I have a website that consists of three languages, english, german and chinese.
On the website there is 1 index that handles all search requests.
My issue is that both english and german works fine, but chinese gives no hits. But the funny thing is, if I do the same search in backend, I get hits.
When I do the search in frontend I do like this:
Querystring looks like this: globalsearch?query=[chinese characters]
(for some reason the forum removes the chinese characters)
If the ex:Search() extension is using the same search index etc. as the backend (I have no idea if that is in fact the case) - my first check would be to see if the Chinese nodes are in fact published? (XSLT can only "see" published content).

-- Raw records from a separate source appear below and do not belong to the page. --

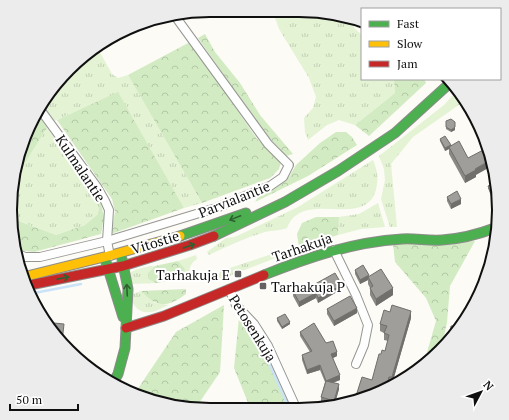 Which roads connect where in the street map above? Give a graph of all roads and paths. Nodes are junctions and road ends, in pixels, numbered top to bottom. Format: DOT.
graph roads {
  1 [pos="178,20"];
  2 [pos="447,86"];
  3 [pos="43,113"];
  4 [pos="285,202"];
  5 [pos="491,230"];
  6 [pos="107,241"];
  7 [pos="334,250"];
  8 [pos="122,253"];
  9 [pos="23,256"];
  10 [pos="107,257"];
  11 [pos="123,266"];
  12 [pos="109,270"];
  13 [pos="29,276"];
  14 [pos="32,285"];
  15 [pos="229,289"];
  16 [pos="126,328"];
  17 [pos="356,364"];
  18 [pos="116,378"];
  19 [pos="294,403"];
  1 -- 6 [label="street, Parvialantie"];
  2 -- 4 [label="main road, Vitostie"];
  3 -- 6 [label="street, Kulmalantie"];
  4 -- 8 [label="main road, Vitostie, one-way"];
  11 -- 4 [label="main road, Vitostie, one-way"];
  5 -- 7 [label="main road, Tarhakuja"];
  6 -- 9 [label="street"];
  6 -- 10 [label="street, Kulmalantie"];
  7 -- 15 [label="main road, Tarhakuja"];
  7 -- 17 [label="street"];
  8 -- 10 [label="main road, Vitostie"];
  8 -- 11 [label="main road"];
  10 -- 12 [label="main road"];
  10 -- 13 [label="main road, Vitostie"];
  11 -- 12 [label="main road, Vitostie"];
  16 -- 11 [label="main road, one-way"];
  14 -- 12 [label="main road, Vitostie, one-way"];
  12 -- 16 [label="main road"];
  15 -- 16 [label="main road, Tarhakuja"];
  15 -- 19 [label="street, Petosenkuja"];
  16 -- 18 [label="main road"];
} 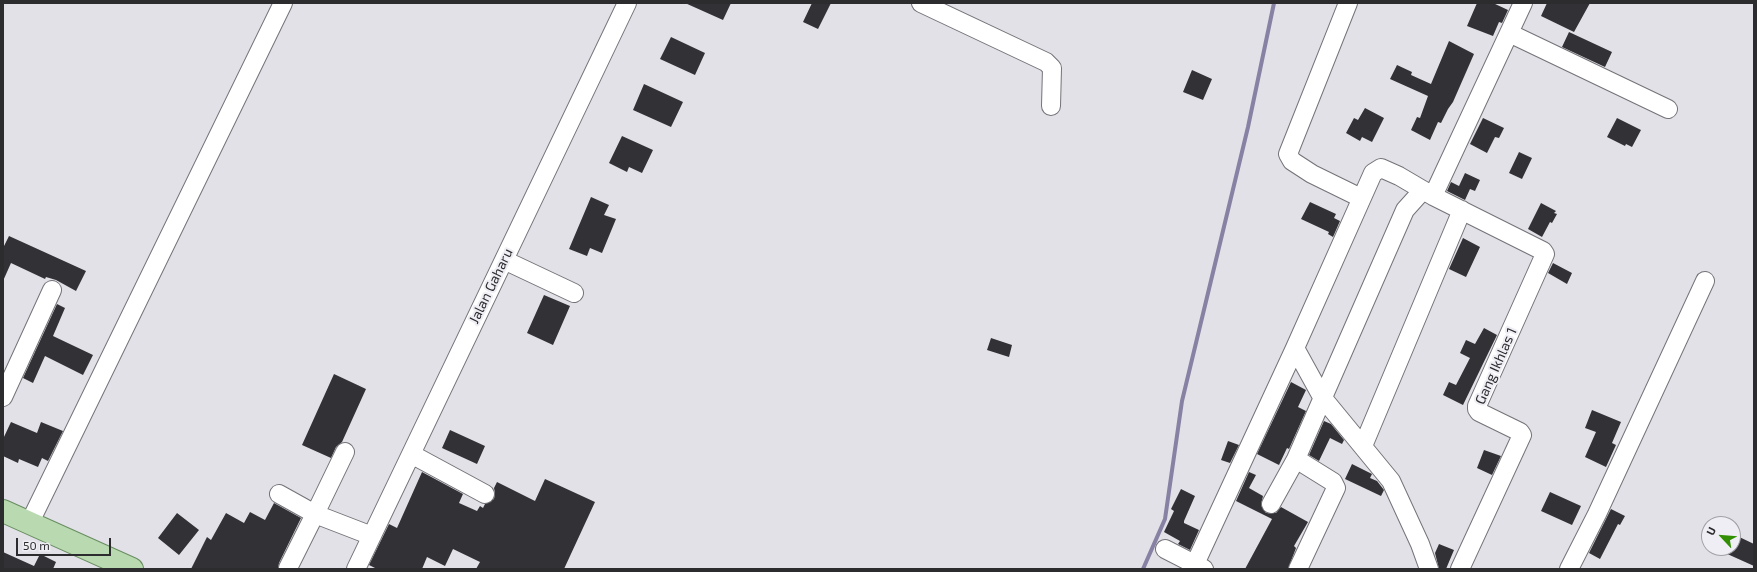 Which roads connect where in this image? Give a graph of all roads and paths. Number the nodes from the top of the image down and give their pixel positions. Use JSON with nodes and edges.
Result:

Next up, I'd try to find out if the extension is written with limited encoding support (unintentionally, probably), but that's a little harder to figure out...

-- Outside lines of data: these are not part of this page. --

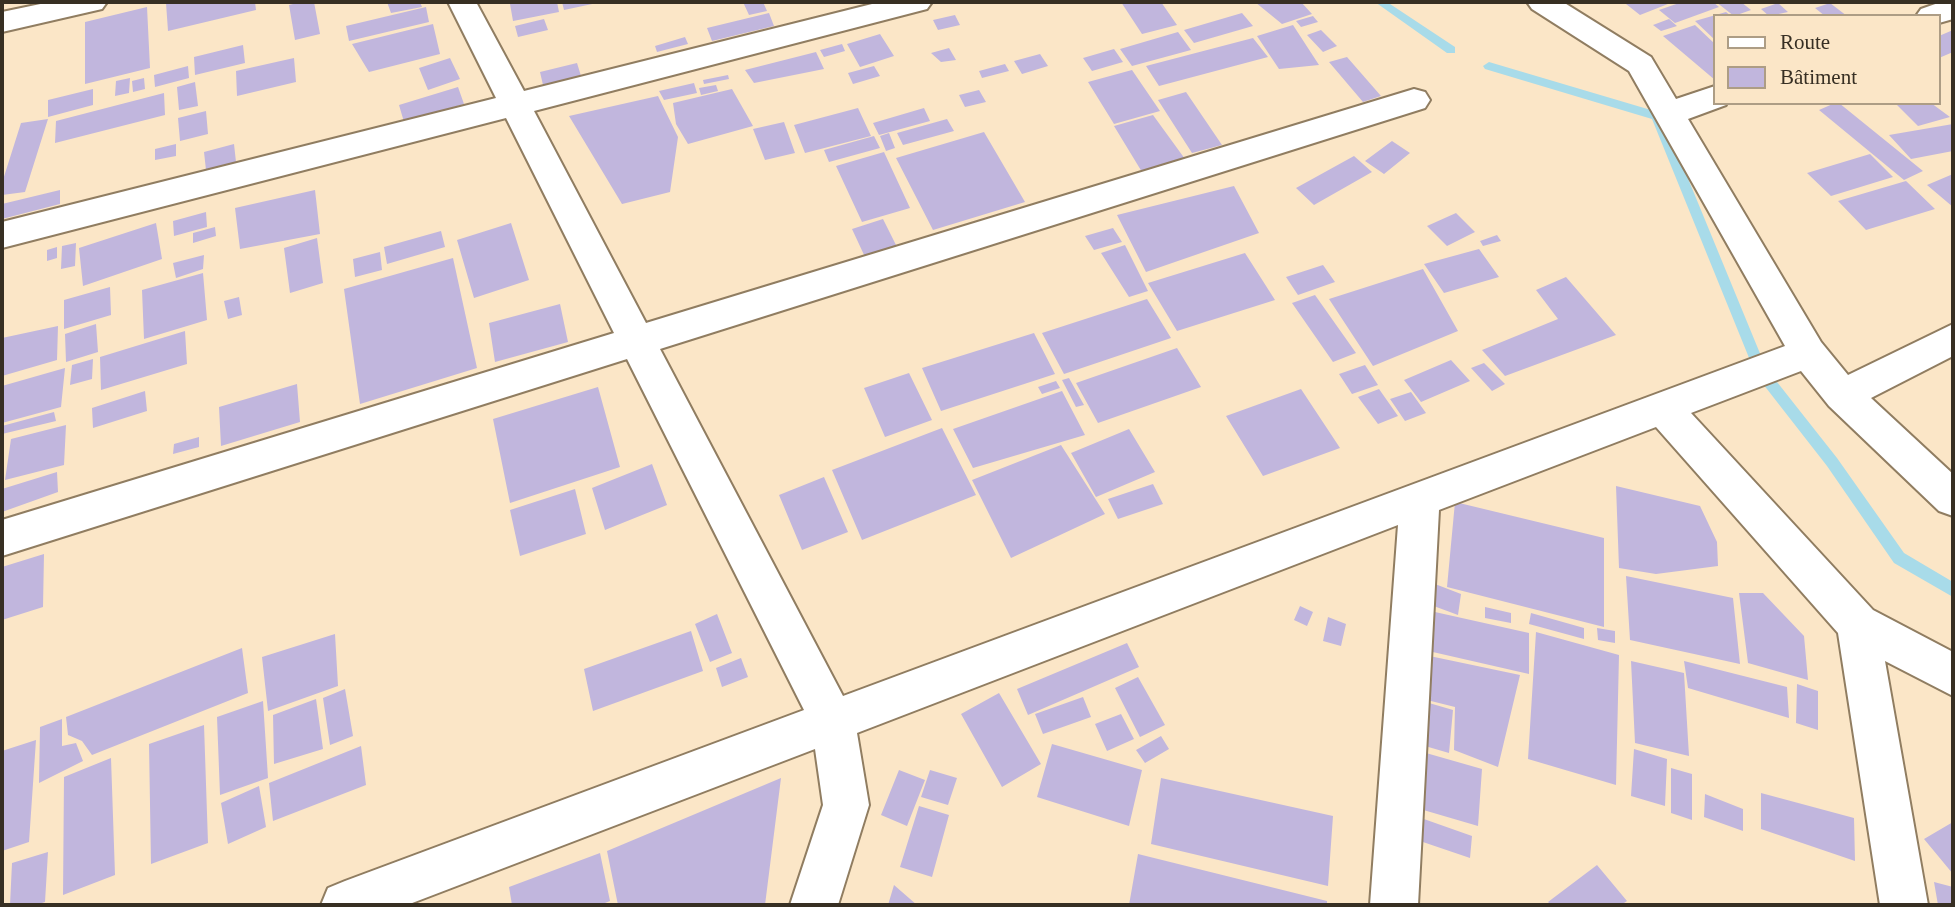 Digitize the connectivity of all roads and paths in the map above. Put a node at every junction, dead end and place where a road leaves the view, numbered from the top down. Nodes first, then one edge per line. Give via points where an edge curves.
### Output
1 (92, 2) edge
2 (463, 2) edge
3 (917, 2) edge
4 (1542, 2) edge
5 (1953, 8) edge
6 (1936, 14) edge
7 (4, 18) edge
8 (1714, 97) edge
9 (1414, 100) dead end
10 (515, 104) junction
11 (1671, 113) junction
12 (2, 235) edge
13 (1953, 339) edge
14 (638, 341) junction
15 (1808, 353) junction
16 (1842, 395) junction
17 (1663, 408) junction
18 (1953, 499) edge
19 (1420, 500) junction
20 (2, 538) edge
21 (1858, 624) junction
22 (1953, 675) edge
23 (834, 721) junction
24 (345, 905) edge
25 (814, 905) edge
26 (1394, 905) edge
27 (1903, 905) edge

1 - 7 street
2 - 10 street
3 - 10 street
4 - 11 street via 1640,64
5 - 6 street
8 - 11 street
9 - 14 street
10 - 12 street
10 - 14 street
11 - 15 street
13 - 16 street
14 - 20 street
14 - 23 street
15 - 16 street
15 - 17 street
16 - 18 street
17 - 19 street
17 - 21 street
19 - 23 street
19 - 26 street
21 - 22 street
21 - 27 street
23 - 24 street
23 - 25 street via 846,805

Check the index itself to see if it has any of the Chinese in there. I suspect it doesn't. At least, not the index for the public website (rather than the backoffice... they are different indexes).
Go to the Developer section.
Select the the Examine Management tab.
Expand the Searchers > InternalSearcher item
Search for some Chinese. I bet you find it. This is the index used by the back office.
Expand the Searchers > ExternalSearcher item
Search for the same Chinese. Do you find it, or is it missing? This is the index used by the website for searching.
At the risk of offending our XSLT preferences... you might give ezSearch a try. It is like XSLTsearch only better because it uses Examine (and has limited media searching as well, if you want it).
Easy to extend and debug with VisualStudio if you want to set a breakpoint and figure out what is (or isn't) getting to your query and what is (or isn't) coming back.
It installs a doctype, macro partial file, template, and macro. All are called ezSearch so it shouldn't get in the way of anything else in your site. Though testing on a copy of the site is always prudent :)
It might be a way to compare if ex:Search() is doing what you think it's doing. ezSearch should return the same thing as you get via the Developer section.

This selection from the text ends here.